Cornwall Ontario – Black market Marijuana sellers are shaking their heads at the Province of Ontario’s plans for recreational retail sales of weed.
Demand and ease of availability see prices as low as $50 per ounce for trimmings to only $100 per ounce for high quality BC bud.
Yet the province wants all of retail sales, in a fashion that is doomed to failure, and wants to charge Ontario residents close to $300 per ounce for the privilege.
Marijuana is easy to grow. As a matter of fact many in Ontario already do. The retail dispensary model was wildly popular because consumers could walk into a store; look at different strains and products, and sample them in small quantities with no issue.
But again, this is a province that monopolises alcohol sales too. The difference is that Marijuana is far too easy to produce. It can be grown in home kits now for as little as $20 per ounce.
So why is the province rolling this failure of a plan? Can it really be a cash grab if the public will simply stick to its Black Market sources or grow their own?
The province however will be using police and the justice system like a form of a brutal private army. Politics clearly are ruling this policy.
Unions are happy to be getting thousands of new jobs. As a matter of fact many “Budtenders” won’t be able to work for the province because of charges of those arrested in dispensary raids.
Marijuana costs taxpayers millions of dollars every year. The police and justice system budgets wouldn’t be able to justify their numbers if you simply removed Marijuana crimes. By implementing this new system it seems that arrests will actually increase. Some of the Draconian measure for example, related to Marijuana impaired driving are not equally being targeted to those on other substances like Opioids which is an epidemic that’s killing people.
We already have statistics from US states like Colorado that show little to no impact on accident rates since legalization. This isn’t new ground. There’s lots of case history to review before trying to implement a best practice scenario.
The layers of cost and lack of choice are also corrupt. Licensed producers, many with political connections and law enforcement on their boards or management are being favored over an industry that’s been around for generations.

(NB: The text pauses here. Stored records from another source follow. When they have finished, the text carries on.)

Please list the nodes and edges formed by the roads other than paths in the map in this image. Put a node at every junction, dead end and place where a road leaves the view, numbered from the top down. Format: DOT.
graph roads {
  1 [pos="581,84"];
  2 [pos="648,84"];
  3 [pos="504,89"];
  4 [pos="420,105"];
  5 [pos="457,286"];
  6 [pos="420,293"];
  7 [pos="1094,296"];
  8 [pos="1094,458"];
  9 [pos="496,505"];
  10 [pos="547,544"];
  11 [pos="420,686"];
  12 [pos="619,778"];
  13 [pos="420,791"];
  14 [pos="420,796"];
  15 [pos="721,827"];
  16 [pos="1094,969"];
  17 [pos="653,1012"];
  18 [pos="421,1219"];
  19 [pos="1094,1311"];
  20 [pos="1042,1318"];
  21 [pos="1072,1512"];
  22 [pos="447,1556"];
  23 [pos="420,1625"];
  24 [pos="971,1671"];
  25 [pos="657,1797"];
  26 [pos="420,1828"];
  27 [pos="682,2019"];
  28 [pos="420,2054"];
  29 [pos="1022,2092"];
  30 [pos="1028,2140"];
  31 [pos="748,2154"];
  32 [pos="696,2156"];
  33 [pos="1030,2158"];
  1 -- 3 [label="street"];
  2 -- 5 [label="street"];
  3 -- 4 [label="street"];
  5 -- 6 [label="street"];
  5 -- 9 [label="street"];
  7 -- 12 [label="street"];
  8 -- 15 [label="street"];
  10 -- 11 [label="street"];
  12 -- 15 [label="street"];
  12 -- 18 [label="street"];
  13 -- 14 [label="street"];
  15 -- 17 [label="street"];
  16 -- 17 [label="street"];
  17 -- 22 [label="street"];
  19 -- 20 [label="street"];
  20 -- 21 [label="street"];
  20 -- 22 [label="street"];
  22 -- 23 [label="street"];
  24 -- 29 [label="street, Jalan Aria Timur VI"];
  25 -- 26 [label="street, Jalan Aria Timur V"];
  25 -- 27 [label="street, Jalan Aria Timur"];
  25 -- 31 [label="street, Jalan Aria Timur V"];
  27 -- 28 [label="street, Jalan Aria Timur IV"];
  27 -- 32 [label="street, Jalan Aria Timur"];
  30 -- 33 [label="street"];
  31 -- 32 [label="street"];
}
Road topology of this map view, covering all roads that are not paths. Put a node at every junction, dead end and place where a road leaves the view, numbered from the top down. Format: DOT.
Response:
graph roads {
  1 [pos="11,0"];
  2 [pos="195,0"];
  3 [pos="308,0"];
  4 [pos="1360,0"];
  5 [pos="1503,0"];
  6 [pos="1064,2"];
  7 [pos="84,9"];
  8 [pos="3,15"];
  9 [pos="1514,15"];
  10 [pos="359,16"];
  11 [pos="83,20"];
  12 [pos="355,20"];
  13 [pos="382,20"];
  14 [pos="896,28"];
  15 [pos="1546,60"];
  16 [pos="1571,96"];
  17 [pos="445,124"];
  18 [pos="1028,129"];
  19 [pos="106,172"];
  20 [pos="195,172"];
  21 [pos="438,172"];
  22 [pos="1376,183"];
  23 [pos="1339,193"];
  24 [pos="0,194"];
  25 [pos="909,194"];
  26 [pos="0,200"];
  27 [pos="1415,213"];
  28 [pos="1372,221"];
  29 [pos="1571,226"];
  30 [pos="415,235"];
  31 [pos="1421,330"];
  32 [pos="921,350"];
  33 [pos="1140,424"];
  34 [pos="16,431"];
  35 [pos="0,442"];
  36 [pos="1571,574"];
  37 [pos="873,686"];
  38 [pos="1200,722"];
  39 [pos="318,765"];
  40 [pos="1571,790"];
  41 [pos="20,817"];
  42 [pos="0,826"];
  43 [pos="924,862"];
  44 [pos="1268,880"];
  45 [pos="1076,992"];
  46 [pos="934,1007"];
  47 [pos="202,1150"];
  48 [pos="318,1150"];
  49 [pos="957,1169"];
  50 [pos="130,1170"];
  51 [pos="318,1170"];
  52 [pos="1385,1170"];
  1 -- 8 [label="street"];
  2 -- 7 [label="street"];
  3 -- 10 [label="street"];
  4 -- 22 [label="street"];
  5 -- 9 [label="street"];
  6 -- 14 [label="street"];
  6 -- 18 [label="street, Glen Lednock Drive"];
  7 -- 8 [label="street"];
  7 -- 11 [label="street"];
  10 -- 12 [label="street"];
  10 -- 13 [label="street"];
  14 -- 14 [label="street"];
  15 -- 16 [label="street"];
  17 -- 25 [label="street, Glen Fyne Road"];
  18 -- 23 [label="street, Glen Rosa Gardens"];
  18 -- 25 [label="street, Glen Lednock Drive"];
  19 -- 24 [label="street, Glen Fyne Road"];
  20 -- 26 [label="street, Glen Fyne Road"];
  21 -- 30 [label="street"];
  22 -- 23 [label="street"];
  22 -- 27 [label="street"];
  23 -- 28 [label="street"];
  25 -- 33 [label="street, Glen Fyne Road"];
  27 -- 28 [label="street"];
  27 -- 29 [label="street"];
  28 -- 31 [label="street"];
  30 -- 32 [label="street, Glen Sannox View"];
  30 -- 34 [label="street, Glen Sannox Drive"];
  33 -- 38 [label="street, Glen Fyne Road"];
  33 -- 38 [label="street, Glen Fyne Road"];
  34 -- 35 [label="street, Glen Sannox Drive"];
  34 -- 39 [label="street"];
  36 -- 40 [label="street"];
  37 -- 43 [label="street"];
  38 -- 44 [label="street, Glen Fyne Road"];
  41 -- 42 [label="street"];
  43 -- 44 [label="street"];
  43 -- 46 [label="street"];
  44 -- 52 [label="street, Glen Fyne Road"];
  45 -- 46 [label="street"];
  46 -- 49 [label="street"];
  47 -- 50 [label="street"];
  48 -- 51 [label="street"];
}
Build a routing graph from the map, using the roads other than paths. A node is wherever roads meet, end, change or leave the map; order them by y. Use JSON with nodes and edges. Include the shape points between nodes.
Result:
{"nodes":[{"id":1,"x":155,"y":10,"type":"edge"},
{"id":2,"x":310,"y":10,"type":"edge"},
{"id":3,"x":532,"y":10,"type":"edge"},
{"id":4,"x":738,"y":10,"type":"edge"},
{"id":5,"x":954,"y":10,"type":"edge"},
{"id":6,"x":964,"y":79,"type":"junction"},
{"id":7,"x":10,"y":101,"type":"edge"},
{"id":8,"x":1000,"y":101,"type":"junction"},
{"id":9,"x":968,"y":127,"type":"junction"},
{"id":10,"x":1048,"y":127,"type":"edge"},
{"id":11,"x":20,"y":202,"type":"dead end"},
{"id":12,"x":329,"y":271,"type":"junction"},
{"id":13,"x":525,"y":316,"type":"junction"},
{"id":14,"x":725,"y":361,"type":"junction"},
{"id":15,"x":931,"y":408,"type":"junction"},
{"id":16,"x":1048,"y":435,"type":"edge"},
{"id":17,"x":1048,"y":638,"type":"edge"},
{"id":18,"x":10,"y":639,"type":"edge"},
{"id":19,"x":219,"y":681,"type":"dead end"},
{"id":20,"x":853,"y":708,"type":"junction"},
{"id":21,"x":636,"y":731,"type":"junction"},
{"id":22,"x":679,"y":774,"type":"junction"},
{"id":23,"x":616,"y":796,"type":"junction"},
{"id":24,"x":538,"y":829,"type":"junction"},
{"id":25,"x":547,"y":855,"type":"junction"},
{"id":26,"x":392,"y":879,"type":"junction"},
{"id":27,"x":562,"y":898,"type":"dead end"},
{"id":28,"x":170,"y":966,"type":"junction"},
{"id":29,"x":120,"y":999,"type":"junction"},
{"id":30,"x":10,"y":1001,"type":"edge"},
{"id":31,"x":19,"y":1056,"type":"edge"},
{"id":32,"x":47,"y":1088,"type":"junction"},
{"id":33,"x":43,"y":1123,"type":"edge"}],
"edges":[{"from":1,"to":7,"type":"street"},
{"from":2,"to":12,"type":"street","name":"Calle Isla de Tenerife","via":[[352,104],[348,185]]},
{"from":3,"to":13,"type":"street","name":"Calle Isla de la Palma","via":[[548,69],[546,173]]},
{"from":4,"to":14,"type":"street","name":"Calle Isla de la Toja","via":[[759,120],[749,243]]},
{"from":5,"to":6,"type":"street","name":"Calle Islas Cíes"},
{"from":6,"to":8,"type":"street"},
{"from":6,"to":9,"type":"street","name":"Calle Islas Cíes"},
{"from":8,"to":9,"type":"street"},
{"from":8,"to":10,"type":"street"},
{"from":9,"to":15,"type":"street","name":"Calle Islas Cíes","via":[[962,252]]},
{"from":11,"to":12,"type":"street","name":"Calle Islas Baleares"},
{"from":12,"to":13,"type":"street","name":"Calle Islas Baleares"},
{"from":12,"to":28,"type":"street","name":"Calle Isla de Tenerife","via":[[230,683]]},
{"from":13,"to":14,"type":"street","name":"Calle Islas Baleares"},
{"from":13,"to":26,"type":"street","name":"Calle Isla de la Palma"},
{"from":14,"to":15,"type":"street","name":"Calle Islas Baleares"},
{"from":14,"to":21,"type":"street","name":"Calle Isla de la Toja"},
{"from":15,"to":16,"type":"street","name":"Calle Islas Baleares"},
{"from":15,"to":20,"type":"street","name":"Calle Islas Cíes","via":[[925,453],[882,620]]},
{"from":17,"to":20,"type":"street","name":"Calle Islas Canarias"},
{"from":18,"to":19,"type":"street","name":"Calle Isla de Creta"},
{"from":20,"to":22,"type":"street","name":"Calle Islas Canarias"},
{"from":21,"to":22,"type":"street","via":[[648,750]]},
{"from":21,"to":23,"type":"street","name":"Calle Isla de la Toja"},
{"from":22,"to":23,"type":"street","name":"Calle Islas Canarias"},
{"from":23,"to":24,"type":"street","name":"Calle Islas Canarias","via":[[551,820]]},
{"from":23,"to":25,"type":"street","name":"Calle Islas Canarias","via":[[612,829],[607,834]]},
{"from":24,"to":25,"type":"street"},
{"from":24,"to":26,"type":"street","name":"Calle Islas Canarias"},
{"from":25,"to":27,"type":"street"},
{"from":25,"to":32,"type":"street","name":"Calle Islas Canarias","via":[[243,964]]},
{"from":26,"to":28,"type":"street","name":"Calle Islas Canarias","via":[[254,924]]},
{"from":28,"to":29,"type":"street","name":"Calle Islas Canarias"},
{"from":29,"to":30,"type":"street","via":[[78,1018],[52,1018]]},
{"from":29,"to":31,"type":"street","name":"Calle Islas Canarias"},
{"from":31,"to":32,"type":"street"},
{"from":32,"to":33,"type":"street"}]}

BC and Quebec in particular have their own reputations worldwide when it comes to the cultivation of marijuana and not all of the product is grown indoors where we’ve already seen multiple issues of harmful pesticides being used in the name of profit motives.
At the end of the day it comes down to a Mafia like cash grab by the province.
Frankly the province can’t really afford to sell Marijuana for much less because of the high overheads of licensed producers and the infrastructure being put in place, and sadly that will lead to more black market arrests and people leaving the province to greener pastures that don’t have such brutal marijuana laws, especially in creative fields like filmmaking where provinces like BC compete with Ontario and Quebec for big US production deals.
Today, as I write this piece, there’s a major meeting of Marie-France Lalonde, Minister of Community Safety and Correctional Services, Yasir Naqvi, Attorney General, law enforcement and public health officials as well as First Nations reps on what’s being termed Ontario’s Cannabis Legalization Enforcement Summit!
Enforcement is an essential piece of Ontario’s approach to the legalization of cannabis, and we are pleased to host such a broad group of partners to identify problems and solutions that will fit communities across the province.
The illegal cannabis market is worth approximately $7 billion a year with significant amounts funnelled to organized crime. We also know that other jurisdictions that have legalized cannabis have seen a spike in drug-impaired driving. That is unacceptable. Our shared goal throughout this summit, and in our ongoing conversations, is to get the information necessary to ensure our police services have the support, tools, and resources they need to keep our roads and communities safe.
We remain committed to working with our partners to ensure that illegal cannabis retail stores, such as dispensaries, are shut down as quickly as possible.
Today, our focus will be on identifying enforcement strategies that are in place, where gaps may exist, collaboration opportunities between governments, the enforcement community and other partners, and determining what support our government can provide in these areas. We are asking our partners to give us their insight and thoughts on enforcement involving drug-impaired driving, possession and public consumption, illegal storefronts, and the illicit market.
Is that some scary Orwellian type of language or what?
Meanwhile in provinces like BC the edibles industry is booming as well as other areas from skin treatments, pet products, and all varieties of Marijuana are being cultivated and creating jobs.
Does anyone think Ontario’s plan will work or just create more havoc in people’s lives as more are charged which will impact their careers and ultimately the economy?